▶ Exercise details: Only the lines from the start of the entries through the line with "Extract the road graph of the picture: all" should be returned, each exactly as it stands, and no pictures.

▽

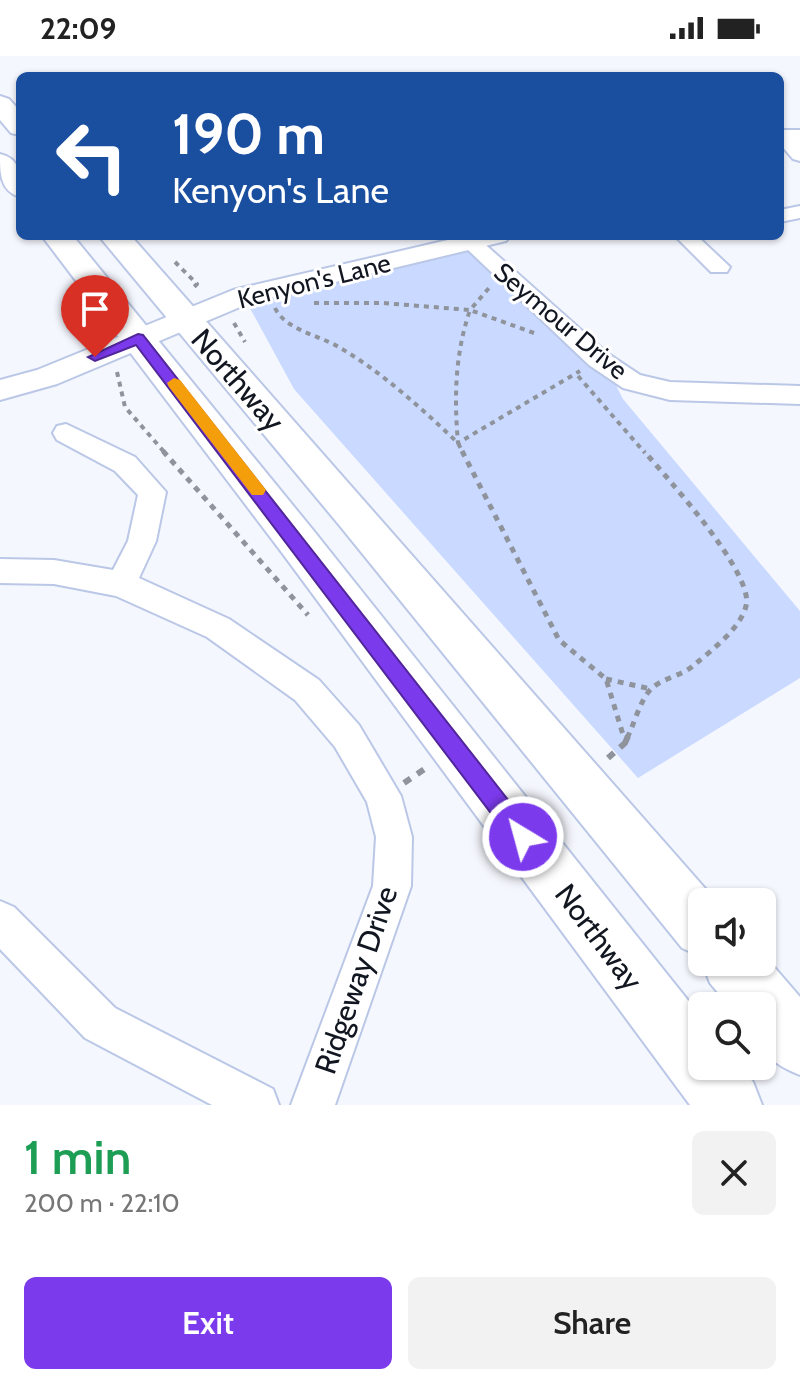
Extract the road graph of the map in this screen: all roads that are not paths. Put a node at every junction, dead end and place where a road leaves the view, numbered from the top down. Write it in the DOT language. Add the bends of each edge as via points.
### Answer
graph roads {
  1 [pos="0,104"];
  2 [pos="16,122"];
  3 [pos="788,137"];
  4 [pos="800,155"];
  5 [pos="0,162"];
  6 [pos="16,183"];
  7 [pos="59,240"];
  8 [pos="117,240"];
  9 [pos="484,240"];
  10 [pos="681,240"];
  11 [pos="727,272"];
  12 [pos="184,319"];
  13 [pos="116,333"];
  14 [pos="0,390"];
  15 [pos="800,395"];
  16 [pos="66,433"];
  17 [pos="0,571"];
  18 [pos="121,584"];
  19 [pos="688,911"];
  20 [pos="0,921"];
  21 [pos="743,976"];
  22 [pos="800,1044"];
  23 [pos="257,1105"];
  24 [pos="313,1105"];
  25 [pos="730,1105"];
  1 -- 2 [label="highway"];
  3 -- 4 [label="street"];
  5 -- 6 [label="highway"];
  7 -- 13 [label="highway, Northway"];
  8 -- 12 [label="highway, Northway"];
  9 -- 12 [label="street, Kenyon's Lane" via="275,300"];
  9 -- 15 [label="street, Seymour Drive" via="512,280 598,359 632,382 661,390"];
  10 -- 11 [label="street"];
  12 -- 13 [label="street, Kenyon's Lane"];
  12 -- 19 [label="highway, Northway"];
  13 -- 14 [label="street, Kenyon's Lane" via="47,377"];
  13 -- 25 [label="highway, Northway"];
  16 -- 18 [label="street" via="125,464 152,492 142,541"];
  17 -- 18 [label="street, Ridgeway Drive" via="54,572"];
  18 -- 24 [label="street, Ridgeway Drive" via="218,628 307,690 347,736 383,796 394,837 392,886"];
  20 -- 23 [label="street" via="100,1023"];
  21 -- 22 [label="highway"];
}
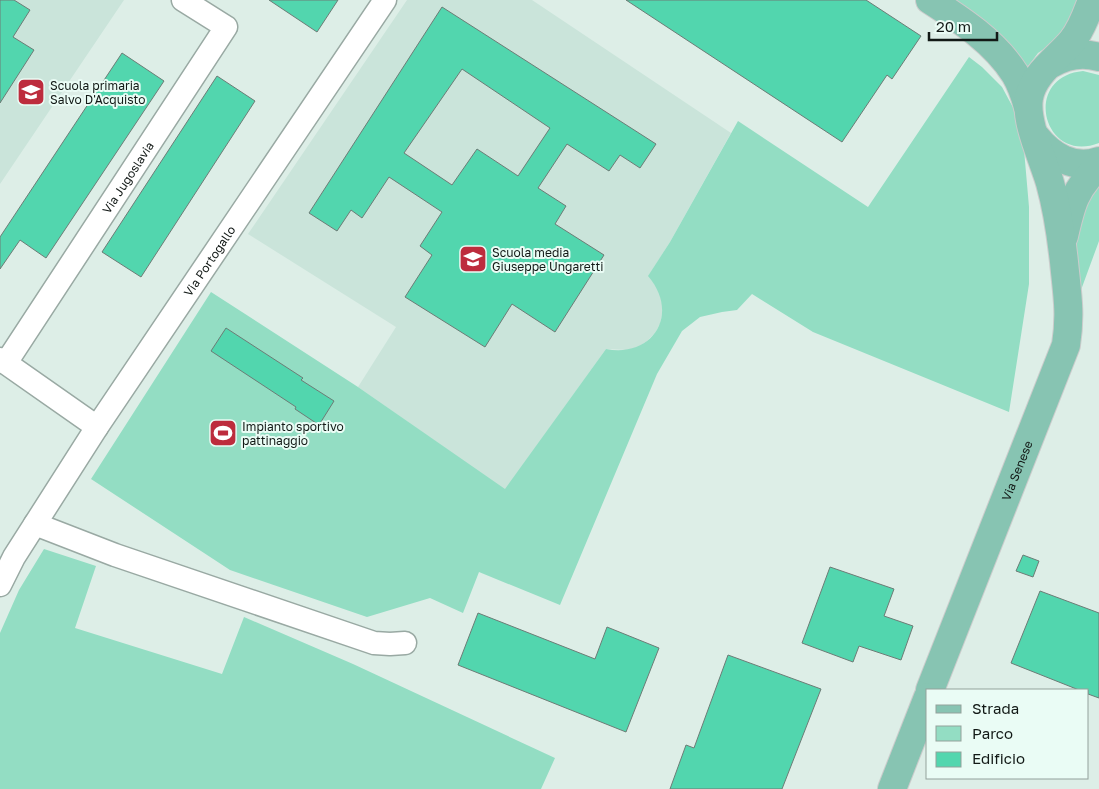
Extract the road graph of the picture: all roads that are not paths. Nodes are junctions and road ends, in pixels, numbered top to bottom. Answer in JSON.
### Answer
{"nodes":[{"id":1,"x":183,"y":0,"type":"edge"},
{"id":2,"x":385,"y":0,"type":"edge"},
{"id":3,"x":930,"y":0,"type":"edge"},
{"id":4,"x":1092,"y":0,"type":"edge"},
{"id":5,"x":1099,"y":57,"type":"edge"},
{"id":6,"x":1050,"y":65,"type":"junction"},
{"id":7,"x":1028,"y":107,"type":"junction"},
{"id":8,"x":1036,"y":137,"type":"junction"},
{"id":9,"x":1099,"y":161,"type":"edge"},
{"id":10,"x":1099,"y":166,"type":"edge"},
{"id":11,"x":1062,"y":245,"type":"junction"},
{"id":12,"x":3,"y":361,"type":"edge"},
{"id":13,"x":97,"y":427,"type":"junction"},
{"id":14,"x":35,"y":524,"type":"junction"},
{"id":15,"x":1,"y":579,"type":"edge"},
{"id":16,"x":405,"y":643,"type":"dead end"},
{"id":17,"x":930,"y":689,"type":"edge"},
{"id":18,"x":926,"y":701,"type":"edge"},
{"id":19,"x":892,"y":789,"type":"edge"}],
"edges":[{"from":1,"to":12,"type":"street","name":"Via Jugoslavia"},
{"from":2,"to":13,"type":"street","name":"Via Portogallo"},
{"from":3,"to":7,"type":"main road"},
{"from":4,"to":6,"type":"main road","name":"Via Senese"},
{"from":5,"to":6,"type":"main road","name":"Via Senese"},
{"from":6,"to":7,"type":"main road","name":"Via Senese"},
{"from":7,"to":8,"type":"main road","name":"Via Senese"},
{"from":8,"to":9,"type":"main road","name":"Via Senese"},
{"from":8,"to":11,"type":"main road","name":"Via Senese"},
{"from":10,"to":11,"type":"main road","name":"Via Senese"},
{"from":11,"to":17,"type":"main road","name":"Via Senese"},
{"from":12,"to":13,"type":"street"},
{"from":13,"to":14,"type":"street","name":"Via Portogallo"},
{"from":14,"to":15,"type":"street","name":"Via Portogallo"},
{"from":14,"to":16,"type":"street"},
{"from":18,"to":19,"type":"main road"}]}
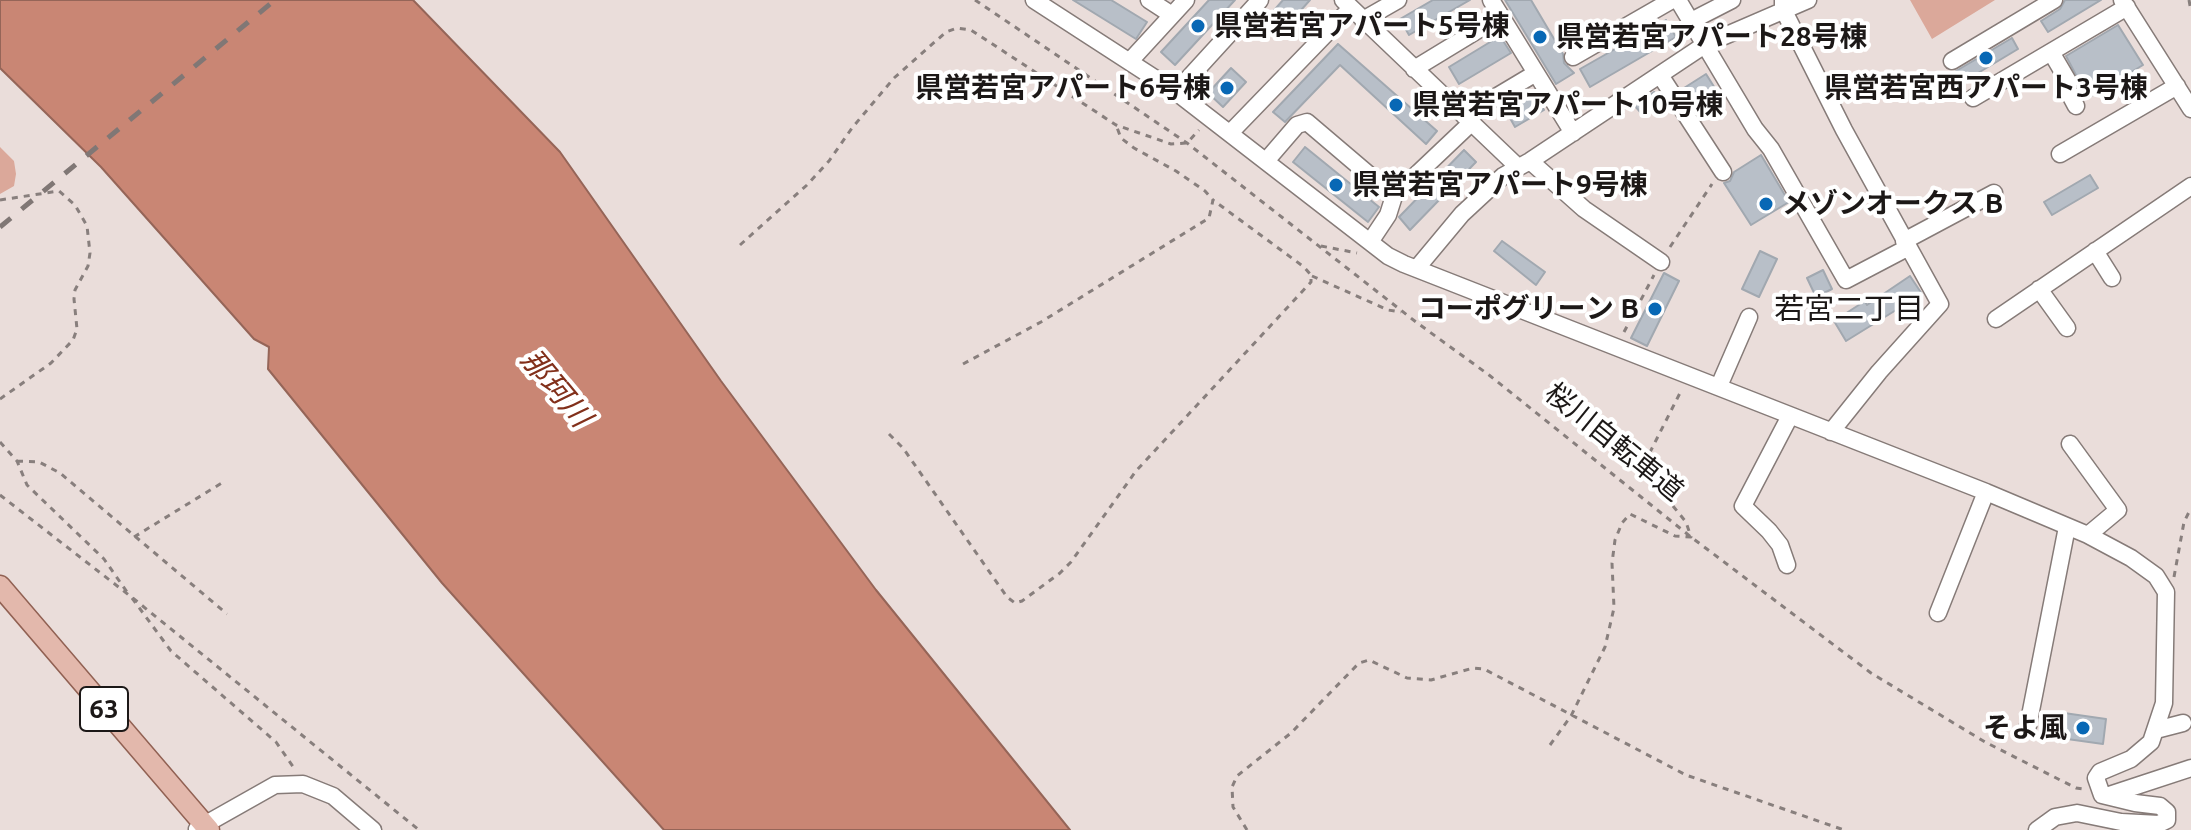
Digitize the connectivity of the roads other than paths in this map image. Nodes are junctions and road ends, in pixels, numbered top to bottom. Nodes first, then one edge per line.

△

▶ Result:
Extract the road graph of the map in this screen: all roads that are not paths. Put a node at every junction, dead end and place where a road leaves the view, numbered from the top down. Write it in the DOT language. Add the bends of each edge as via points.
### Answer
graph roads {
  1 [pos="0,104"];
  2 [pos="16,122"];
  3 [pos="788,137"];
  4 [pos="800,155"];
  5 [pos="0,162"];
  6 [pos="16,183"];
  7 [pos="59,240"];
  8 [pos="117,240"];
  9 [pos="484,240"];
  10 [pos="681,240"];
  11 [pos="727,272"];
  12 [pos="184,319"];
  13 [pos="116,333"];
  14 [pos="0,390"];
  15 [pos="800,395"];
  16 [pos="66,433"];
  17 [pos="0,571"];
  18 [pos="121,584"];
  19 [pos="688,911"];
  20 [pos="0,921"];
  21 [pos="743,976"];
  22 [pos="800,1044"];
  23 [pos="257,1105"];
  24 [pos="313,1105"];
  25 [pos="730,1105"];
  1 -- 2 [label="highway"];
  3 -- 4 [label="street"];
  5 -- 6 [label="highway"];
  7 -- 13 [label="highway, Northway"];
  8 -- 12 [label="highway, Northway"];
  9 -- 12 [label="street, Kenyon's Lane" via="275,300"];
  9 -- 15 [label="street, Seymour Drive" via="512,280 598,359 632,382 661,390"];
  10 -- 11 [label="street"];
  12 -- 13 [label="street, Kenyon's Lane"];
  12 -- 19 [label="highway, Northway"];
  13 -- 14 [label="street, Kenyon's Lane" via="47,377"];
  13 -- 25 [label="highway, Northway"];
  16 -- 18 [label="street" via="125,464 152,492 142,541"];
  17 -- 18 [label="street, Ridgeway Drive" via="54,572"];
  18 -- 24 [label="street, Ridgeway Drive" via="218,628 307,690 347,736 383,796 394,837 392,886"];
  20 -- 23 [label="street" via="100,1023"];
  21 -- 22 [label="highway"];
}
Extract the road graph of the picture: all roads that are not paths. Nodes are junctions and road ends, in pixels, numbered top to bottom. Answer in JSON.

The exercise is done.